Nei nostri ambienti, nei nostri convegni ne parliamo spesso e ci appaiono assai belle queste parole: la cultura del dare. Anche altri Movimenti ormai l’hanno presa come propria. Non sono forse l’antidoto a quella cultura dell’avere che oggi domina e proprio nell’economia? Certamente si. Ma, a volte, si può aver posto troppa fiducia nell’espressione <<cultura del dare>>, dandole un’interpretazione un po’ semplicistica e riduttiva. Non sempre, infatti, con essa si vuol dire spogliarci soltanto di qualcosa per donarla. Queste parole in realtà significano quella tipica cultura che il nostro Movimento porta in sé e irradia nel mondo: è la cultura dell’amore, nel senso più ampio. <<Cultura dell’amore>>, di quell’amore evangelico assai profondo e impegnativo, che è parola sintesi di tutta la Legge e i Profeti, quindi di tutta la Scrittura, per cui chi vuol possederlo, questo amore, non può esimersi dal vivere il vangelo intero.

Ma come lo potrebbe fare? Lo dirò dopo. Intanto notiamo che anche della <<cultura del dare>> si è scritto già nel ’91. E’ scritto così: <<A differenza dell’economia consumista, basata sulla cultura dell’avere, l’Economia di comunione è la cultura del dare. Ciò può sembrare difficile, arduo, eroico; ma non è così, perché l’uomo fatto ad immagine di Dio che è Amore, trova la propria realizzazione proprio nell’amare, nel dare>>. E’ scritto nel DNA di ogni uomo.

<<Questa esigenza è nel più profondo del suo essere, credente o non credente che sia>>.

E si conclude, questo per l’avvenire: <<E proprio in questa constatazione – che esiste nel DNA questa tendenza a dare -, suffragata dalla nostra esperienza, proprio qui, sta la speranza di una diffusione, domani, universale dell’Economia di comunione>>. Non solo qui nel Movimento nostro.

Si prevedeva già, dunque, che l’Economia di comunione potesse un giorno superare i confini del nostro Movimento. Ma bisogna fare i passi secondo la gamba, secondo le possibilità.

Riguardo poi sempre al dare, ma anche alle sue meravigliose conseguenze, troviamo scritto nel ’92: <<Dare, dare, attuare il dare. Far sorgere, incrementare la cultura del dare. Dare quello che abbiamo in sovrappiù o anche il necessario, se siamo ispirati così.
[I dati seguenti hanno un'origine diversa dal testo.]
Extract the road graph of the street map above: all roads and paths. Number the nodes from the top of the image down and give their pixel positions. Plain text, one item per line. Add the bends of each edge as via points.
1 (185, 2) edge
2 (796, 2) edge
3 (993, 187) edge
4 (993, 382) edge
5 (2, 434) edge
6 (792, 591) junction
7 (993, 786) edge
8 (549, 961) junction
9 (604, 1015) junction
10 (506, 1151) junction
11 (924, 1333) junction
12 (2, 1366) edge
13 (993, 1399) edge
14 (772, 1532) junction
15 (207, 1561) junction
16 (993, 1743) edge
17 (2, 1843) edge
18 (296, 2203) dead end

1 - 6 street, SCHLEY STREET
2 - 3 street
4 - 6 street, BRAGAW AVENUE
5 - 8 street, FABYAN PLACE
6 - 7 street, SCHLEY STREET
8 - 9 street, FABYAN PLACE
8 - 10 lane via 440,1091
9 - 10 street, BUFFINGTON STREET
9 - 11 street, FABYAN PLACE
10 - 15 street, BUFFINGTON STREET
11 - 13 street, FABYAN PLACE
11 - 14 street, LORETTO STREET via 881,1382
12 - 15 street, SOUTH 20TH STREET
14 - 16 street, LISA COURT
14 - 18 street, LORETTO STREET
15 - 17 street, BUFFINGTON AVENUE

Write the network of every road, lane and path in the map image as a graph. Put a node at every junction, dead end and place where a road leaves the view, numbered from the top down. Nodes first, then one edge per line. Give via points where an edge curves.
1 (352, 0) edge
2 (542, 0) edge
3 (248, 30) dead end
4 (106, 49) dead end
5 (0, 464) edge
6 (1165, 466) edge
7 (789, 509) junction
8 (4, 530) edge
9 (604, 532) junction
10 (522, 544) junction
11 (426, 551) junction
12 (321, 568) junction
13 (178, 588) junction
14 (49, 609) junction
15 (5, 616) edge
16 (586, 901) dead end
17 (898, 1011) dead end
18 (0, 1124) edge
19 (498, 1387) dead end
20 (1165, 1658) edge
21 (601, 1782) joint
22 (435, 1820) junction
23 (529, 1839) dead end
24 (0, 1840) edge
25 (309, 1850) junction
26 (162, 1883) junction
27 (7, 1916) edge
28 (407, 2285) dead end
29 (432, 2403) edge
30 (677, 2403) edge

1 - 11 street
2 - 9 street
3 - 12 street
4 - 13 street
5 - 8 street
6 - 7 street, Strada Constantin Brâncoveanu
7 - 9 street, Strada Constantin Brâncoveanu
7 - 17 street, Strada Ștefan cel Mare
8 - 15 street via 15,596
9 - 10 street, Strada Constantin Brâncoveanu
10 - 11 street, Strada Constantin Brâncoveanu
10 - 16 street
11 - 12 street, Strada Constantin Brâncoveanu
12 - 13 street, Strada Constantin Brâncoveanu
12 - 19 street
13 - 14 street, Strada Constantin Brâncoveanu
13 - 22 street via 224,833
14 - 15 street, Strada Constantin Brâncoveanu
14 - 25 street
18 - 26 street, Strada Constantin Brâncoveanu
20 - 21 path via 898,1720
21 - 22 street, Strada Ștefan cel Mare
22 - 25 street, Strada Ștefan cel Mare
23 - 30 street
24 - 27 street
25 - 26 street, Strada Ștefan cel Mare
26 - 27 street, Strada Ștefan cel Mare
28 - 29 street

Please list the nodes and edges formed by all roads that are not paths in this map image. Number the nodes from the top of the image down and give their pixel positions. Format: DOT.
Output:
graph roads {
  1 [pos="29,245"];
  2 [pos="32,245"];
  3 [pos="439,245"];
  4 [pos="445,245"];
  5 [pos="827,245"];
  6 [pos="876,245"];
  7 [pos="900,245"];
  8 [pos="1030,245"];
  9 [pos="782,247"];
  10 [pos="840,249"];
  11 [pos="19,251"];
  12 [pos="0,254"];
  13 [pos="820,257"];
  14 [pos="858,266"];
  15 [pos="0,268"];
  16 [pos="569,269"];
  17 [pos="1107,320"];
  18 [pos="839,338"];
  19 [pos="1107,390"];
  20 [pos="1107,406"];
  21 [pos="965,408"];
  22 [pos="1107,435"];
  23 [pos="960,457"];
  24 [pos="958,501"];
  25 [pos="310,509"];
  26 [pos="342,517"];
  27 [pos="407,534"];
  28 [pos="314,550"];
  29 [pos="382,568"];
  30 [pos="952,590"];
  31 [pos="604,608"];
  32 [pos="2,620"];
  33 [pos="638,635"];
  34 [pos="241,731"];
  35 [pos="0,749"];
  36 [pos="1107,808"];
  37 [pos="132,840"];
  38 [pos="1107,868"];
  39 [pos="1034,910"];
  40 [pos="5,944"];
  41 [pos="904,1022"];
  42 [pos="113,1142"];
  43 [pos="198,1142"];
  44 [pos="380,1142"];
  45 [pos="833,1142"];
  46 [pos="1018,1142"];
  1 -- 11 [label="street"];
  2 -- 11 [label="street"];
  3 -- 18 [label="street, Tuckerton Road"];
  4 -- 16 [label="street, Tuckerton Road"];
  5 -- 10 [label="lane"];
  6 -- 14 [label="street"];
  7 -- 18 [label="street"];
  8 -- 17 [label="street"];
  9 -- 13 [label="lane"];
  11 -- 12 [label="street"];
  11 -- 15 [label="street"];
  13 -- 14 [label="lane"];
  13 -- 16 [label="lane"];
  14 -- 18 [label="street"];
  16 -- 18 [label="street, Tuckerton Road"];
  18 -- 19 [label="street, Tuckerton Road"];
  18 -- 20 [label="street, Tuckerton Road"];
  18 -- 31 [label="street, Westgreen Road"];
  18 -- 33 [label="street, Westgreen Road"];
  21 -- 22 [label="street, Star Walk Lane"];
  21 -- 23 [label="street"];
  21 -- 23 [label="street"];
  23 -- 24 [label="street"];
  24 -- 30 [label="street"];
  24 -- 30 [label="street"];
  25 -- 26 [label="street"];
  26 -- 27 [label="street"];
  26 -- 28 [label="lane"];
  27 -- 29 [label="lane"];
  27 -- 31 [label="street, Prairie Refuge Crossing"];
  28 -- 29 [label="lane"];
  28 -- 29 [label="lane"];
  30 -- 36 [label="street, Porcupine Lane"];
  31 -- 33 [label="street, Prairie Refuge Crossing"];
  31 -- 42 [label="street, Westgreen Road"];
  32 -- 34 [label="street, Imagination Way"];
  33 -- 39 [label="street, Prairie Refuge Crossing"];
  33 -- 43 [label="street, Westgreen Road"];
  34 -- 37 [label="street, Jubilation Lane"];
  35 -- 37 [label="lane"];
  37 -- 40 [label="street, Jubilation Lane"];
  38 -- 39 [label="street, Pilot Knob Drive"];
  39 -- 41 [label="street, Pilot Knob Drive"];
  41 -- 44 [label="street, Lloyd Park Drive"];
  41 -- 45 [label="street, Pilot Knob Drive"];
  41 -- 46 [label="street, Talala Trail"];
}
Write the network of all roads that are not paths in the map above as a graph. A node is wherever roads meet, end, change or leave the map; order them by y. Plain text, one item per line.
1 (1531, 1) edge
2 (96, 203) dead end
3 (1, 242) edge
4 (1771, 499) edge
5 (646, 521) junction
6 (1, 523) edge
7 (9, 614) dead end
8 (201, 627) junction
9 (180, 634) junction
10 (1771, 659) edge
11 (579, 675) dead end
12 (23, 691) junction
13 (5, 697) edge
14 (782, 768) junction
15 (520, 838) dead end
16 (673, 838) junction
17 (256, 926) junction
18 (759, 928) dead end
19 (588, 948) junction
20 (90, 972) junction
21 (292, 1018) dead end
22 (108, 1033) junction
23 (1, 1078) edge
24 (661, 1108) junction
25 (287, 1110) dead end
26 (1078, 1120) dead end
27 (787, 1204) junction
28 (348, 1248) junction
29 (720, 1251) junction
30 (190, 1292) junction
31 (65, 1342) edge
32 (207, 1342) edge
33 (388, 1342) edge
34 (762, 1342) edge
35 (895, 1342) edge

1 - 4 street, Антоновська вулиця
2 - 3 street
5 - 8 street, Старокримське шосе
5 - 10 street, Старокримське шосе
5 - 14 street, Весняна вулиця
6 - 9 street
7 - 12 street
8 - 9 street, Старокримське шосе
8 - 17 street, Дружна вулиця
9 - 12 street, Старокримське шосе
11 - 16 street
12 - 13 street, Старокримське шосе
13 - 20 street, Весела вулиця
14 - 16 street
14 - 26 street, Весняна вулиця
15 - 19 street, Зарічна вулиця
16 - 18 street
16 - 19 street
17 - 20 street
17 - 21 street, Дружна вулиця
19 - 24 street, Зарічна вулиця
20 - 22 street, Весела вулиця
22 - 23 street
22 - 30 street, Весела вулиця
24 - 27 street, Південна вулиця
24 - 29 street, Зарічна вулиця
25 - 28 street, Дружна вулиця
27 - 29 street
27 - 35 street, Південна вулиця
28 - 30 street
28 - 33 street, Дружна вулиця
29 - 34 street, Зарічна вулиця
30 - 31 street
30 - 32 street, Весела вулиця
Dare a chi non ha, sapendo che questo modo di impiegare le nostre cose rende un interesse smisurato, perché il nostro dare apre le mani di Dio ed egli, nella sua provvidenza, ci riempie sovrabbondantissimamente per poter dare ancora e ricevere di nuovo e così poter venire incontro alle smisurate necessità di molti>>.

Già da allora si voleva, insomma, aprire le mani di Dio, allora bisogna dare.

La causa dell’Economia di comunione però non domanda solo l’amore ai bisognosi, ma verso chiunque, perché così è la spiritualità dell’unità, questo esige. E perciò vuole che si amino tutti i soggetti dell’azienda.

Si scrive a proposito, ad esempio: <<Diamo sempre; diamo un sorriso, una comprensione, un ascolto; diamo la nostra intelligenza, la nostra volontà, la nostra disponibilità; diamo le nostre esperienze, le capacità. Dare: sia questa la parola che non può darci tregua>>.

Nel ’95 si precisa ancora il più profondo significato del dare: <<Ma cos’è questa cultura del dare? È la cultura del Vangelo, è il Vangelo, perché noi il dare lo abbiamo capito dal Vangelo. “Date – c’è scritto nel Vangelo - e vi sarà dato”>>. E qui è bellissima la frase: <<Una misura buona, pigiata, scossa, traboccante…>>. Più di così! Più di così! Sapete come quando viene scossa… e si moltiplica; traboccante, dice, vi sarà data.

<<Una misura buona, pigiata, scossa, traboccante, vi sarà versata in grembo>> (Lc 6,38). Ed è quello che noi nel Movimento sperimentiamo quotidianamente, in tutti i Paesi del mondo. Qui ci sarebbero da fare milioni di esempi, non migliaia.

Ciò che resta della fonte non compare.